I have been going to the palace for years and after returning back to Hawaii, I took my Godson in July. I took a gang of photos then, only to have them turn out really, really bad…so bad I was about to toss my camera. I saw this time as another opportunity to try again and made sure I took plenty. 166 pix to be exact. Maybe it’s the pressure of so many people in the same space, trying to get images on their phone. Or maybe it was the fact that NO flash photography is allowed because it will degrade the artifacts (which some people with their phones didn’t care about), for whatever the reason…I cannot get decent pix of inside the palace. WHAT I did capture instead…is kind of spooky. I’ll highlight the pix you’ll need to look at closely to see these anomalies. These could only be explained as being royal spirits that still wander the halls of this sacred house.
The ʻIolani Palace (Hale Aliʻi ʻIolani) was the royal residence of the rulers of the Kingdom of Hawaii beginning with Kamehameha III under the Kamehameha Dynasty (1845) and ending with Queen Liliʻuokalani (1893) under the Kalākaua Dynasty, founded by her brother, King David Kalākaua.
Iolani Palace was ahead of its time as it was outfitted with the most up-to-date amenities, including electric lights, indoor plumbing and a modern communications system – the telephone.
Queen Liliuokalani succeeded her brother upon his death on January 20, 1891. She was determined to strengthen the political power of the Hawaiian monarchy. Her attempts to affect change caused great opposition from the Committee of Safety, who later orchestrated the overthrow of the Hawaiian monarchy and the establishment of a provisional government with support of the American Minister to Hawaii.
In 1895, an unsuccessful attempt by Hawaiian royalists to restore Queen Liliuokalani to power resulted in the Queen's arrest. She was forced to relinquish all future claims to the throne and was put on trial before a military tribunal in her own throne room. Liliuokalani was convicted, fined and sentenced to five years in prison at hard labor, which was later reduced to imprisonment in an upstairs bedroom of the Palace for nearly eight months. During this time she wrote Aloha ‘Oe (Farewell to Thee), a famous song and a common cultural symbol for Hawaii.
The Palace is in the capitol district of downtown Honolulu and is now a National Historic Landmark listed on the National Register of Historic Places. After the monarchy was overthrown in 1893, the building was used as the capitol building for the Provisional Government, Republic, Territory, and State of Hawaiʻi until 1969.
It was restored and opened to the public as a museum in 1978. The ʻIolani Palace is the only royal palace on US soil.

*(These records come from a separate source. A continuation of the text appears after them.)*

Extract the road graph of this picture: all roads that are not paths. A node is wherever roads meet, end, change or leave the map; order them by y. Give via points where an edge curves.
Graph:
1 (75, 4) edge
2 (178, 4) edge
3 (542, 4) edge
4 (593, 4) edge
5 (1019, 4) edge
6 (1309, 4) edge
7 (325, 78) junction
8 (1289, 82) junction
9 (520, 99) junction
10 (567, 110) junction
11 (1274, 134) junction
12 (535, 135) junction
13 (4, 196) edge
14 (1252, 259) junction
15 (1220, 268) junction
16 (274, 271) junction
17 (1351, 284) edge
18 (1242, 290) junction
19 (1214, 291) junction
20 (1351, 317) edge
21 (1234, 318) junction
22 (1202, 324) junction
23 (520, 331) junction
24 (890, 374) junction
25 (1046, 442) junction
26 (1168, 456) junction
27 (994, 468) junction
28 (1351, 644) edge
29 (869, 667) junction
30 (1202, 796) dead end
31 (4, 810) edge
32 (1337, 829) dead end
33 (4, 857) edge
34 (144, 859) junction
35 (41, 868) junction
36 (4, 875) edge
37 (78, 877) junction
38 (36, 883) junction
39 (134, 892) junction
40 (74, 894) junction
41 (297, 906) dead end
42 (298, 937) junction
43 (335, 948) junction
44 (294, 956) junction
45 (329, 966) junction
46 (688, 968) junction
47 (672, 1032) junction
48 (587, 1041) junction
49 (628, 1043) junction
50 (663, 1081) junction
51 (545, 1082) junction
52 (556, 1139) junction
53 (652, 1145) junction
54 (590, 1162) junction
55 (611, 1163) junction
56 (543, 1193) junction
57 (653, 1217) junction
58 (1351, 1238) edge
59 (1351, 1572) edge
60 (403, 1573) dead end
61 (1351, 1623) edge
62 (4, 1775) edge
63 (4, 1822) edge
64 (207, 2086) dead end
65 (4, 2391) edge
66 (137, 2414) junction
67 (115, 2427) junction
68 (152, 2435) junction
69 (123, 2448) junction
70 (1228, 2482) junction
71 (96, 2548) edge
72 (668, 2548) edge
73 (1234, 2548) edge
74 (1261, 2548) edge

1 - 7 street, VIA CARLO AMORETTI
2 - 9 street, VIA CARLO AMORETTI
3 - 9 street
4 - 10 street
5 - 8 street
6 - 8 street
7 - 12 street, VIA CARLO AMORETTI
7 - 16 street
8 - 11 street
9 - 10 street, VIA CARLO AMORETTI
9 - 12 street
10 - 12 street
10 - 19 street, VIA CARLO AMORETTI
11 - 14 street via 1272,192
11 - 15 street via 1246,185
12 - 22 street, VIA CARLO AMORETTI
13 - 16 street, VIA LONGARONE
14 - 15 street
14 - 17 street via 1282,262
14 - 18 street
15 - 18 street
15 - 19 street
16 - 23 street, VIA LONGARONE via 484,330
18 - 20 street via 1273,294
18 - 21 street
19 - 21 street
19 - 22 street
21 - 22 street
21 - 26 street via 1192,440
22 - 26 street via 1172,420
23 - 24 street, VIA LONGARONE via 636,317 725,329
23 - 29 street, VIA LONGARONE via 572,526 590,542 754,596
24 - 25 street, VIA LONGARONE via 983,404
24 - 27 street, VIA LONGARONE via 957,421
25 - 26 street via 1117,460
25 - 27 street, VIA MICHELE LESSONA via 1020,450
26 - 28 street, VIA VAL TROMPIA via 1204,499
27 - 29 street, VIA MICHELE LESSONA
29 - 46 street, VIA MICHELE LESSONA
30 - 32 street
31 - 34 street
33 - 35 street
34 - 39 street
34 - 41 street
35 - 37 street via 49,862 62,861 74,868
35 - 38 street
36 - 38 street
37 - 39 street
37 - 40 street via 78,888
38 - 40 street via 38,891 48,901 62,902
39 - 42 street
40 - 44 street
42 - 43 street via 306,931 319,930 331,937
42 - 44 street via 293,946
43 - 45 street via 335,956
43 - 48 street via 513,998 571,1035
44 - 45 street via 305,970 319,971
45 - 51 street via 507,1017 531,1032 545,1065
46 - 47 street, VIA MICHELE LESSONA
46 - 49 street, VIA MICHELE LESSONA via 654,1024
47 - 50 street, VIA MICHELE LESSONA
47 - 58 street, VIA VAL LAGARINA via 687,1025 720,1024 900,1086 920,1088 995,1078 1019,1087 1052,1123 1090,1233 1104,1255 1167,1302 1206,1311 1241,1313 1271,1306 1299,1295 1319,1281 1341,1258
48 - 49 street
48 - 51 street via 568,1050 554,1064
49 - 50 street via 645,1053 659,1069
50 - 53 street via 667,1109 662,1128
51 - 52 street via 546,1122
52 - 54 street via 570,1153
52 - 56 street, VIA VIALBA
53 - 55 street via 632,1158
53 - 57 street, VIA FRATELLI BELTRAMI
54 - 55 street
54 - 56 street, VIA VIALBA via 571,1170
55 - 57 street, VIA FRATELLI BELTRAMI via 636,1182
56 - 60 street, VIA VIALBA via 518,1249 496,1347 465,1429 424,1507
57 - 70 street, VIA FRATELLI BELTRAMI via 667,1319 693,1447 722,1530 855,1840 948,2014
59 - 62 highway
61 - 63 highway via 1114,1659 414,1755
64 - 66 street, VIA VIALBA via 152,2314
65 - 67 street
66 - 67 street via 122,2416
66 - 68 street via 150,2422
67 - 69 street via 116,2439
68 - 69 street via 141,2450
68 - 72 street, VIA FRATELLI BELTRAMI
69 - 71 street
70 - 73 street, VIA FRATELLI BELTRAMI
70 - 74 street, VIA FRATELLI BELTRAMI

OK.....here's the spooky pix!
All in all, it was a great experience, as always. The Palace is a must-do when visiting Oahu. As we were driving down Nimitz, I had a quick thought of a place to eat (no need to drown out my poor photography skills on Taco Bell today) and made a sudden turn left into Liliha Bakery. I wanted my mom to experience this little gem and we were delighted. They are known for their bakery items, but they also make a mean BLTA (A=Avocados) and I grabbed a ½ dozen coco puffs for the hubby…. because if you end up at Liliha Bakery and you don’t leave with coco puffs….your Hawaii state ID will be taken away!